Jika anda melewati jalan diponegoro mau ke pasar kembang, ada rumah
besar di kiri jalan itulah rumah hantu kupang tepatnya di Kampung Banyu Urip
Wetan IA No. 107, Surabaya. Dahulu tempat tersebut dibuat tempat penyiksaan
tentara jepang. Salah satunya yang terkenal cak Durasim juga meregang nyawa
disitu.
G
edung tua ini terlihat menonjol dan berbeda dari bangunan di
sekitarnya. Dari luar, terasa nuansa angker dan menyeramkan ketika melihat
bangunan itu. Warga kota Surabaya sering menyebutnya dengan nama ‘rumah setan’
atau ‘gedung setan’. Sejak jaman kolonial Belanda, gedung itu memang sudah
terkenal dengan sebutan “spookhuis”.
Asal muasal nama gedung setan memiliki beberapa versi. Versi yang
tertulis di buku Oud Soerabaia (1931) karya von Faber yang dikutip Duncan
Graham dalam artikelnya yang berjudul “Surabaya’s Ghost House” di Majalah
Latitude (2010) menyebutkan bahwa setan di gedung ini adalah salah satu
penghuni rumah yang membunuh anak hasil hubungan gelapnya. Selain itu ada
pendapat lain bahwa hantunya adalah seorang budak kapal yang memiliki cap (cap
kepemilikan budak) dan berpesan tidak mau dimandikan jenazahnya ketika mati.

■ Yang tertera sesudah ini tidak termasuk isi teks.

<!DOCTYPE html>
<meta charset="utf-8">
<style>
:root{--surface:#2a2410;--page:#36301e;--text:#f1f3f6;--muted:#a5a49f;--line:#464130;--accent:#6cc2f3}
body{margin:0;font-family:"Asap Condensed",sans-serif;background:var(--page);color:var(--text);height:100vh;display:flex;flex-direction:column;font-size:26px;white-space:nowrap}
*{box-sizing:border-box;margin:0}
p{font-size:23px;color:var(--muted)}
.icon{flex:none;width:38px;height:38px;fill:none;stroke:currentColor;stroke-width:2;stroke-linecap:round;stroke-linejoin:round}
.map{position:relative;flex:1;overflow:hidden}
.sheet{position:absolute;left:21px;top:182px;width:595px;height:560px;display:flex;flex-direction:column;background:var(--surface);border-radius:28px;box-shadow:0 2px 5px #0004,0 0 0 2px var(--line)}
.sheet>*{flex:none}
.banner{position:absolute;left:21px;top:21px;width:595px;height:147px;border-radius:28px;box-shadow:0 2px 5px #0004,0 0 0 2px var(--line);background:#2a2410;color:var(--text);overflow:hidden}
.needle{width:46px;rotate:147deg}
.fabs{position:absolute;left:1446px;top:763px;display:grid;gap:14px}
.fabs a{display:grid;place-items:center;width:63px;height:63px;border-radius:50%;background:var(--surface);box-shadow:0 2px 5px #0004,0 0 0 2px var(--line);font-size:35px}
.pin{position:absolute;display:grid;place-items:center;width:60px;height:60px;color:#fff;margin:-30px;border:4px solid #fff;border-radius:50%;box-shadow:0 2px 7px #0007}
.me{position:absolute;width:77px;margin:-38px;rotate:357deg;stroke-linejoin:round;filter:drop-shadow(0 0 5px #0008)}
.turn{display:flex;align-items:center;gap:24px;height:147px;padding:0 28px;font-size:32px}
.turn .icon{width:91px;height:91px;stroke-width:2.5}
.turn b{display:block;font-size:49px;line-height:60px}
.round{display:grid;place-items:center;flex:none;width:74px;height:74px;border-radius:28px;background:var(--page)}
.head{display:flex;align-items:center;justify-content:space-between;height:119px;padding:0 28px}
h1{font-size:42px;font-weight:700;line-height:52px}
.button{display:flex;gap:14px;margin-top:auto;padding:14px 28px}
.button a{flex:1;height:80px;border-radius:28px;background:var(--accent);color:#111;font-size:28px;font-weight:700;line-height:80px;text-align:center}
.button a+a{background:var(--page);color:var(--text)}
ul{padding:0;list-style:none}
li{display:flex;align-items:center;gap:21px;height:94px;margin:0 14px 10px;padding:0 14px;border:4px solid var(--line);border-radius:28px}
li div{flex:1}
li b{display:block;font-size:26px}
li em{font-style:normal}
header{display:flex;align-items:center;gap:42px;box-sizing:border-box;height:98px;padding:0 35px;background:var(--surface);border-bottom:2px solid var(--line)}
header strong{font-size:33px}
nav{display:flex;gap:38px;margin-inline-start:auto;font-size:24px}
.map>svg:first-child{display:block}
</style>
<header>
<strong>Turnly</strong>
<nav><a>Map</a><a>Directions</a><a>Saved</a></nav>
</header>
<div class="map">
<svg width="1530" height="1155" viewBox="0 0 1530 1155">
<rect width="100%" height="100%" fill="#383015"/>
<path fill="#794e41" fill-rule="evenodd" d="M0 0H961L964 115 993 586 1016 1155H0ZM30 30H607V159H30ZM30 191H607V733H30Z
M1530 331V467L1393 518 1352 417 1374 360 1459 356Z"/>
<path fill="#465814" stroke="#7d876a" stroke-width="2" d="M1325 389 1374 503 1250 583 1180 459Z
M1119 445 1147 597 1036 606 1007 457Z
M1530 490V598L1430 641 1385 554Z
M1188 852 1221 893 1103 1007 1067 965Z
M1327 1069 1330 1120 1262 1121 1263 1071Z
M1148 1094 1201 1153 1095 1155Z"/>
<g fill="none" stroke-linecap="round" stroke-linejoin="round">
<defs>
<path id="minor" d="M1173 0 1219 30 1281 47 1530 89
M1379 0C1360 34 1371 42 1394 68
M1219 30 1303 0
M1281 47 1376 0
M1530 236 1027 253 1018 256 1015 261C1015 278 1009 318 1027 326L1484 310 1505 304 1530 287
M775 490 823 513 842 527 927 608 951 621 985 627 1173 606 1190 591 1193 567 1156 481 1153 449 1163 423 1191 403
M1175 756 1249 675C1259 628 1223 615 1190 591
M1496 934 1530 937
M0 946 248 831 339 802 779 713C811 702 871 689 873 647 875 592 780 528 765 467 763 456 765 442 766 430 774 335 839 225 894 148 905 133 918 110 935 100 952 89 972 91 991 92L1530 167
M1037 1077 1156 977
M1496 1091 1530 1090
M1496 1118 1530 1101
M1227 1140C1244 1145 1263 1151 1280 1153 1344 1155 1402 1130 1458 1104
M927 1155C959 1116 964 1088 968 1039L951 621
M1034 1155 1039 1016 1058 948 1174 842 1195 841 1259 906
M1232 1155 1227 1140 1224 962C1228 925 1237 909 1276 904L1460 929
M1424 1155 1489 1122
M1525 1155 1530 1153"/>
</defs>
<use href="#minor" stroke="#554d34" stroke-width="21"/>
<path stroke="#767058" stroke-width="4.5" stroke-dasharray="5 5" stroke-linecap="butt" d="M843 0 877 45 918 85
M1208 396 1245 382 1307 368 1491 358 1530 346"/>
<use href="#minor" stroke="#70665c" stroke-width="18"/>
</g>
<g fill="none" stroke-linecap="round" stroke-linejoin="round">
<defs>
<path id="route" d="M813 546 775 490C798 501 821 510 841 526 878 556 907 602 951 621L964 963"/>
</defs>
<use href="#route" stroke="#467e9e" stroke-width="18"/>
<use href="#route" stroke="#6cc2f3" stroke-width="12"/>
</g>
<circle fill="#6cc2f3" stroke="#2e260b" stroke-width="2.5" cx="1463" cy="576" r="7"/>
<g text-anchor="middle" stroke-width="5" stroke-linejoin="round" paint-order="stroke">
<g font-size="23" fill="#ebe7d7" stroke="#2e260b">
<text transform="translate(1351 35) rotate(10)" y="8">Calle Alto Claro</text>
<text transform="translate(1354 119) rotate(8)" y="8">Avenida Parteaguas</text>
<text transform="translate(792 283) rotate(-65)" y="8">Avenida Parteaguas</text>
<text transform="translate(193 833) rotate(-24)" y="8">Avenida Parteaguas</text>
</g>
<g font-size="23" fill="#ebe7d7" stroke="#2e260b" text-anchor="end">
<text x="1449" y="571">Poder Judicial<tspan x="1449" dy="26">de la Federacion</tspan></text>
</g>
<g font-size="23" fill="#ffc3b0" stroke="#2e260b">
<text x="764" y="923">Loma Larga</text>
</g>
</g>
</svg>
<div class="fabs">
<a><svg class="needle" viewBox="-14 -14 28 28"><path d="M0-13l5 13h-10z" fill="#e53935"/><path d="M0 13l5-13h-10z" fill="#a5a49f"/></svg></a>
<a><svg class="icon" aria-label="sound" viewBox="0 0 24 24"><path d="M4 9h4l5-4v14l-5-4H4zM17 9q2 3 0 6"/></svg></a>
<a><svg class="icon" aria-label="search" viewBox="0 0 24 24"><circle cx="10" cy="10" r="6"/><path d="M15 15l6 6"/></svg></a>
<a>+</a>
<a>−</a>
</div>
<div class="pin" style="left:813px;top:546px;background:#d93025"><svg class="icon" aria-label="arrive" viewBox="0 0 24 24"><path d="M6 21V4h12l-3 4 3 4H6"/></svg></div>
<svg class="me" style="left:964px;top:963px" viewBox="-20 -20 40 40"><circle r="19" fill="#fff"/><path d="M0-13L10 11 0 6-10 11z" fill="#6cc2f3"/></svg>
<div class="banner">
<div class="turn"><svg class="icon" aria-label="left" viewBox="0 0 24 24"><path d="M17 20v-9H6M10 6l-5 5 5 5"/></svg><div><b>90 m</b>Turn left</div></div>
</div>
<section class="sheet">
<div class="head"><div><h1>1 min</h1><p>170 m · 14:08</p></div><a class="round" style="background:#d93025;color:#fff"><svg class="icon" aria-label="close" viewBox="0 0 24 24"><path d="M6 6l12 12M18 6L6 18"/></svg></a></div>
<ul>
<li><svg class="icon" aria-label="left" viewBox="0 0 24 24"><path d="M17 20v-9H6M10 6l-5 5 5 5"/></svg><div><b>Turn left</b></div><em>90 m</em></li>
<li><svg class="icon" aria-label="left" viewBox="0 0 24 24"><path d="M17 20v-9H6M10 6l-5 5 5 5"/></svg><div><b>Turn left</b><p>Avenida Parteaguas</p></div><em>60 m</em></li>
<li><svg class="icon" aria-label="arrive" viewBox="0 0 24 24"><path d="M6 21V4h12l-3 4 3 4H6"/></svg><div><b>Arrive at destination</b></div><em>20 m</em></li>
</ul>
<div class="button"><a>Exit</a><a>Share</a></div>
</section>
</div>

Versi terjemahan bahasa Belanda Kuno von Faber ini memiliki sedikit variasi di
sana sini.
Selain itu, ada kisah yang menyebutkan fungsi rumah setan dulunya
sebagai tempat penyimpanan jenazah orang Tionghoa sebelum dimakamkan. Disitu
jenazah disimpan, dimandikan dan diprosesikan menuju ke pemakaman yang berada
persis di seberangnya (Pasar Kupang dan sekitarnya). Kisah ini dibuktikan
dengan ukuran pintu gedung yang sangat tinggi agar prosesi pemakaman yang
biasanya diikuti bendera bisa lewat. Roh-roh jenazah orang Tionghoa inilah yang
dipercaya menjadi setan dan menghuni gedung. Tapi ini tidak dibuktikan dengan
catatan tertulis bahkan fungsi rumah jenazah itupun dipertanyakan kebenarannya.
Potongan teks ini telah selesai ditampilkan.